On a misty morning, a young woman walks through her sleepy village, trailed by two adorable puppies and a baby lamb. She picks vegetables from the dewy field, fishes in the clear stream, and cooks up mouthwatering food for the season. She barely speaks. When she does, the most common phrase is calling her grandmother to come and eat.

The woman is Li Ziqi, a vlogger living a seemingly fairytale life in rural China. Since joining YouTube in 2017, the Sichuan native has amassed over 8.5 million fans on the platform; on Chinese microblogging site Weibo, she has 23 million followers. “She shows us life in paradise,” gushes one commenter on YouTube.

Vloggers like Li have gained traction both in China and abroad, quietly promoting Chinese culture in a way that has often evaded official organs, and that has caused state-owned media to take notice. “Without a word commending China,” CCTV wrote in a post on Weibo, “Li promotes Chinese culture in a good way and tells a good China story.” Last September, People’s Daily gave her its People’s Choice Award, and in December the Communist Party Youth League named her an ambassador.

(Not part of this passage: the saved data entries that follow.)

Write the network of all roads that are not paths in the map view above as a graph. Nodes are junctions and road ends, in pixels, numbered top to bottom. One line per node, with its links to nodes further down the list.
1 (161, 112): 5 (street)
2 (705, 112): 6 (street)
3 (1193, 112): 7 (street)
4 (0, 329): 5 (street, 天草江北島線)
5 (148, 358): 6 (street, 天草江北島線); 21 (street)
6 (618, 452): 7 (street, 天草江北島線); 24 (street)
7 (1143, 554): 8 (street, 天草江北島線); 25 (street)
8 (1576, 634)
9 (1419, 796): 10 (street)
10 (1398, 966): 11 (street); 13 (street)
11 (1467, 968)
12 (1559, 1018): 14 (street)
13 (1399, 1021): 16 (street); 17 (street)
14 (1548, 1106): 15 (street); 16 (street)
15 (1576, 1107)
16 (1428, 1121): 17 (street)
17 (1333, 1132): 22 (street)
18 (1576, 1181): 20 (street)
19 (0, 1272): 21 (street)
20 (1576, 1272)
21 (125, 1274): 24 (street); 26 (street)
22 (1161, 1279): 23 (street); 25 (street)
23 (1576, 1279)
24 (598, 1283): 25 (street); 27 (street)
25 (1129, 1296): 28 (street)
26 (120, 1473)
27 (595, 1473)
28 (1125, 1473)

These accolades suggest that the state recognizes Li and other vloggers like her are succeeding in spreading Chinese culture where official soft power efforts have often floundered.

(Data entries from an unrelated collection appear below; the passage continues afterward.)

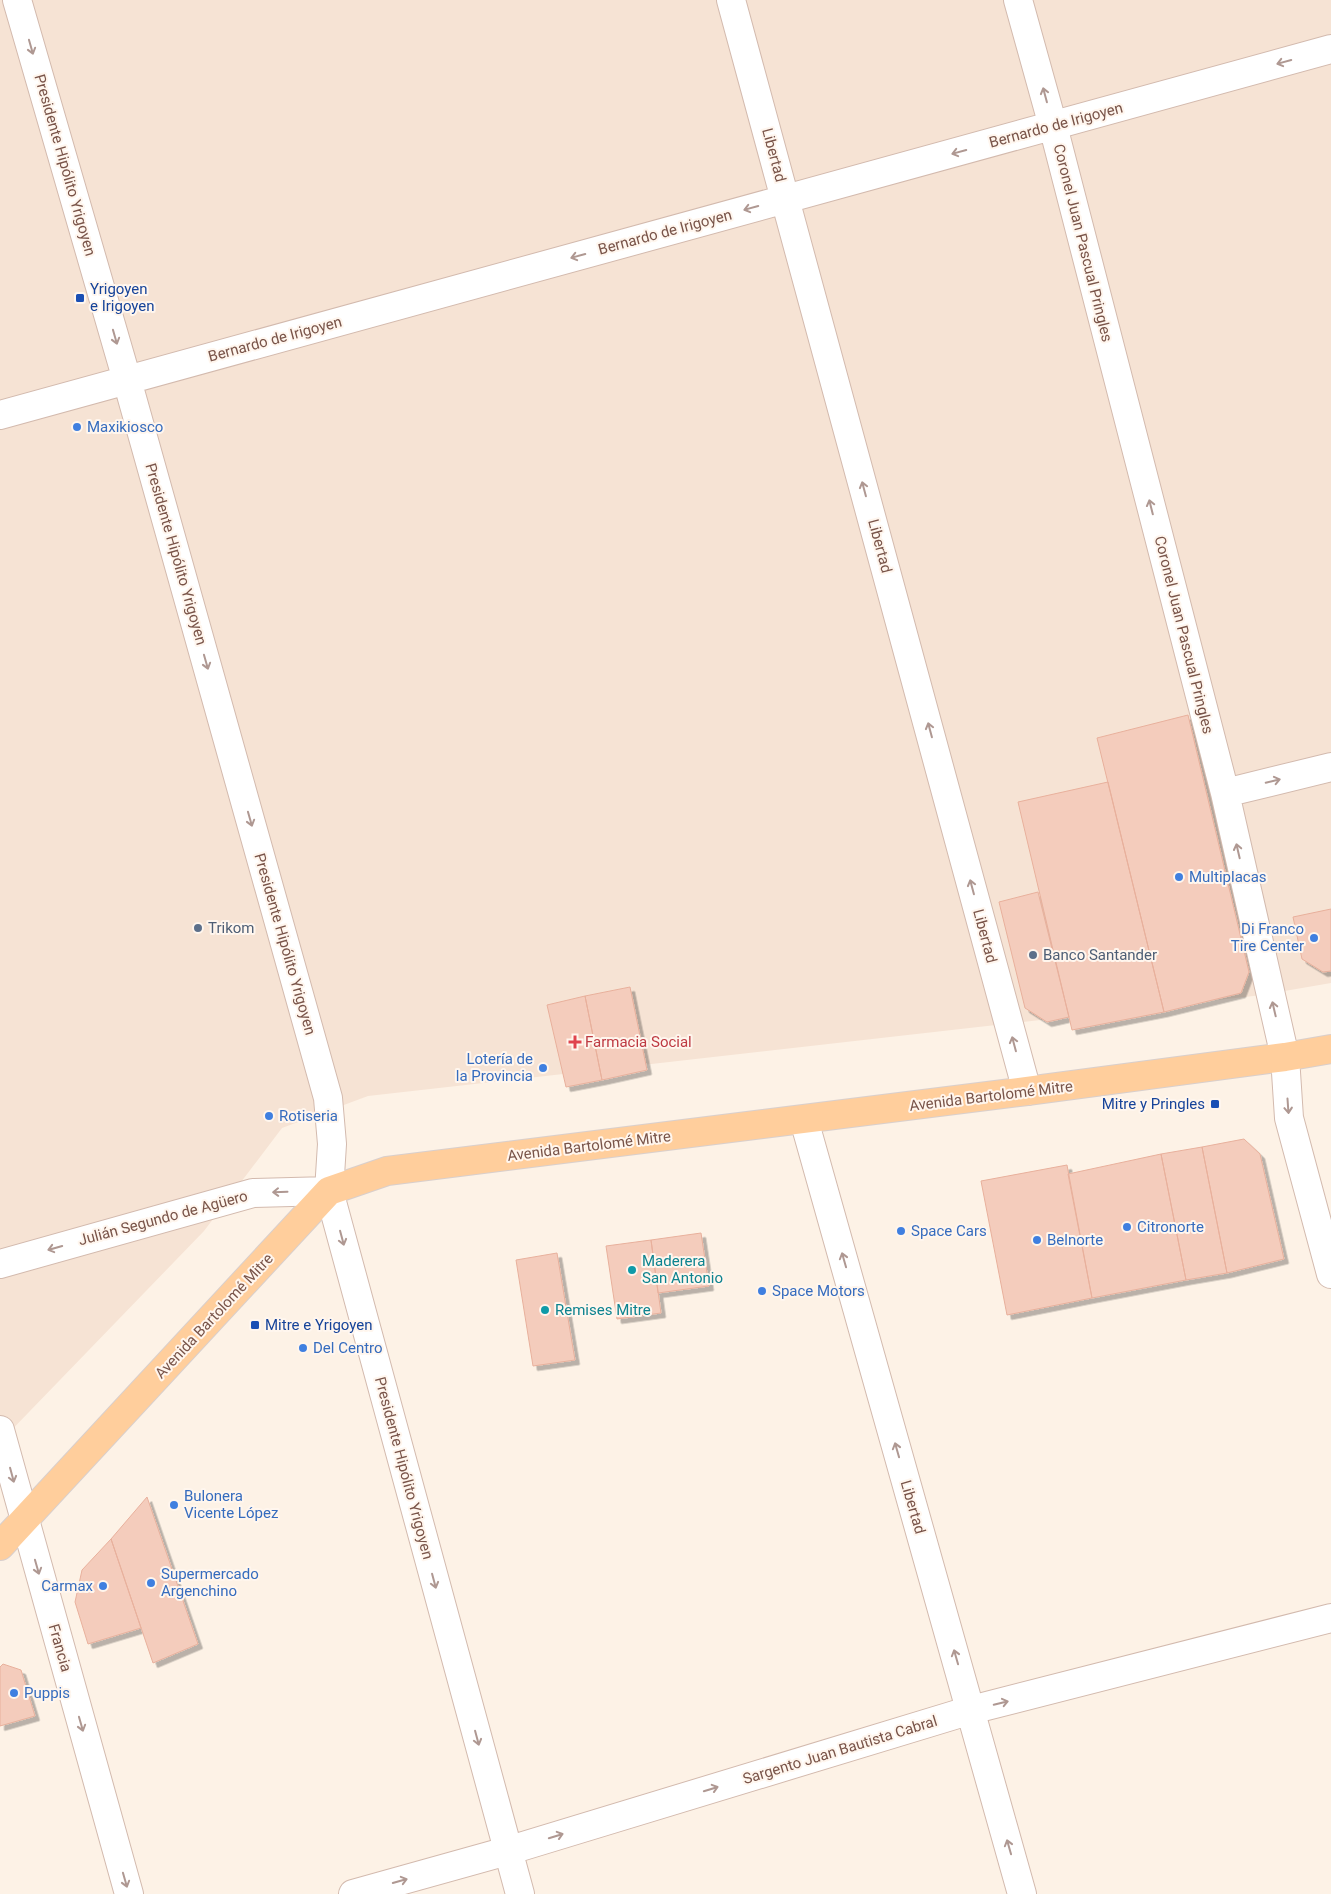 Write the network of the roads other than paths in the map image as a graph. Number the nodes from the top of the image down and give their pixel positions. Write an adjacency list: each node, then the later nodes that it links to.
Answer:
1 (17, 0): 7 (street, Presidente Hipólito Yrigoyen, one-way to 7)
2 (731, 0): 6 (street, Libertad)
3 (1018, 0): 5 (street, Coronel Juan Pascual Pringles, one-way to 3)
4 (1331, 50): 5 (street, Bernardo de Irigoyen, one-way to 5)
5 (1053, 126): 6 (street, Bernardo de Irigoyen, one-way to 6); 10 (street, Coronel Juan Pascual Pringles, one-way to 5)
6 (786, 199): 7 (street, Bernardo de Irigoyen, one-way to 7); 13 (street, Libertad, one-way to 6)
7 (127, 380): 8 (street, Bernardo de Irigoyen); 15 (street, Presidente Hipólito Yrigoyen, one-way to 15)
8 (0, 415)
9 (1331, 767): 10 (street, one-way to 9)
10 (1225, 793): 12 (street, Coronel Juan Pascual Pringles, one-way to 10)
11 (1331, 1049): 12 (main road, Avenida Bartolomé Mitre)
12 (1285, 1057): 13 (main road, Avenida Bartolomé Mitre); 17 (street, Coronel Juan Pascual Pringles, one-way to 17)
13 (1027, 1091): 14 (main road, Avenida Bartolomé Mitre)
14 (804, 1120): 15 (main road, Avenida Bartolomé Mitre); 22 (street, Libertad, one-way to 14)
15 (329, 1191): 16 (street, Julián Segundo de Agüero, one-way to 16); 19 (main road, Avenida Bartolomé Mitre); 23 (street, Presidente Hipólito Yrigoyen, one-way to 23)
16 (0, 1264)
17 (1331, 1274)
18 (0, 1430): 19 (street, Francia, one-way to 19)
19 (24, 1520): 20 (main road, Avenida Bartolomé Mitre); 24 (street, Francia, one-way to 24)
20 (0, 1546)
21 (1331, 1618): 22 (street, Sargento Juan Bautista Cabral, one-way to 21)
22 (971, 1710): 23 (street, Sargento Juan Bautista Cabral, one-way to 22); 27 (street, Libertad, one-way to 22)
23 (507, 1850): 25 (street, Sargento Juan Bautista Cabral, one-way to 23); 26 (street, Presidente Hipólito Yrigoyen)
24 (128, 1894)
25 (353, 1894)
26 (520, 1894)
27 (1022, 1894)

An Antidote to Modern Life

Aside from sumptuous visuals and soothing music, part of Li Ziqi’s appeal is that she likes to do things from scratch.

To make a traditional dish of mapo tofu, she’s shown harvesting and grinding soybeans into powder, making the powder into tofu, and eventually cooking in the dish’s signature spicy sauce. In her crafty hands, anything seems possible; in other videos on her channel, she builds a sofa entirely from bamboo, and brews lotus wine using ancient techniques.

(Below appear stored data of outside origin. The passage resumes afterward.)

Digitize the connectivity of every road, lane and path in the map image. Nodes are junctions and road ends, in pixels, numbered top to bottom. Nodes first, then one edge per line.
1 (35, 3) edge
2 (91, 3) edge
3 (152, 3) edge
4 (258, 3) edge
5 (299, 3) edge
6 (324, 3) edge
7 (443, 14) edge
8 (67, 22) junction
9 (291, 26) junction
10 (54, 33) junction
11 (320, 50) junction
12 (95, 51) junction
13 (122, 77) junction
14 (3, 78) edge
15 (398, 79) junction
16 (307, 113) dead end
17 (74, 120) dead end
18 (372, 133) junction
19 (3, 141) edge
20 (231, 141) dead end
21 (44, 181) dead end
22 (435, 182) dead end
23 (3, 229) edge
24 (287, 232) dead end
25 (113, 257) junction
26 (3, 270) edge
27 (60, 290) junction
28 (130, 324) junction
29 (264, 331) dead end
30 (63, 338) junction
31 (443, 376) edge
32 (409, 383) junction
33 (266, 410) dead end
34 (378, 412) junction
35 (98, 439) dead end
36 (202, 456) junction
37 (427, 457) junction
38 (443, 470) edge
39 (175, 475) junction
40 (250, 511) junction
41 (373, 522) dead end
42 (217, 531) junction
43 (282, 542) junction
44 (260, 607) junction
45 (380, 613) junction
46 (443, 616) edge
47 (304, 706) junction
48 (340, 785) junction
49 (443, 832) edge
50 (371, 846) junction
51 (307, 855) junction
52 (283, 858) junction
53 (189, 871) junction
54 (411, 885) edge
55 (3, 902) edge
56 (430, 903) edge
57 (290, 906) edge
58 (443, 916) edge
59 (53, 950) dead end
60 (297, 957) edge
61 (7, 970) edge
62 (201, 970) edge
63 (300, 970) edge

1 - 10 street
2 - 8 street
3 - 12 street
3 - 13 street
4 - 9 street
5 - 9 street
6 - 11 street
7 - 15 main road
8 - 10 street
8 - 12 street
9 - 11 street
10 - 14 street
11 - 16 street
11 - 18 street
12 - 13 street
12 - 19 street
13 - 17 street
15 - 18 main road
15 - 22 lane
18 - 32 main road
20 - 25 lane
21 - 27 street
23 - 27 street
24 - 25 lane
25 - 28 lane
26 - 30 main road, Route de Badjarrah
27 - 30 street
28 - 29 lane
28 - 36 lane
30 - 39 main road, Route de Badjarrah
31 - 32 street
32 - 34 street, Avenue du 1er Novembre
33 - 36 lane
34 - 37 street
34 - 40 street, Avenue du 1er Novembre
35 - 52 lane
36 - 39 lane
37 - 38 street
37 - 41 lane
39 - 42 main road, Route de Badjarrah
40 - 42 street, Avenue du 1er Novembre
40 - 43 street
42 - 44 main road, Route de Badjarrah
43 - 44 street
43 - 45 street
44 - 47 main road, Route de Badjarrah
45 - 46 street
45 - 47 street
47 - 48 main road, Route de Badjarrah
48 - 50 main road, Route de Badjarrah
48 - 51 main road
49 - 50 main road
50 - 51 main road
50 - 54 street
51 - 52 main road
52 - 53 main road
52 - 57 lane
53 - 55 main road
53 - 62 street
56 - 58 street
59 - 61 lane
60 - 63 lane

“In today’s society, many people feel stressed,” Li tells Goldthread in a recent interview. “So when they watch my videos at the end of a busy day, I want them to relax and experience something nice, to take away some of their anxiety and stress.” Indeed, her fans repeatedly use words like “comfort,” “relaxing” and “cure” when commenting on her videos. (In this way her videos navigate a loophole on Chinese social media, on which ASMR videos are banned as “vulgar and pornographic content.”)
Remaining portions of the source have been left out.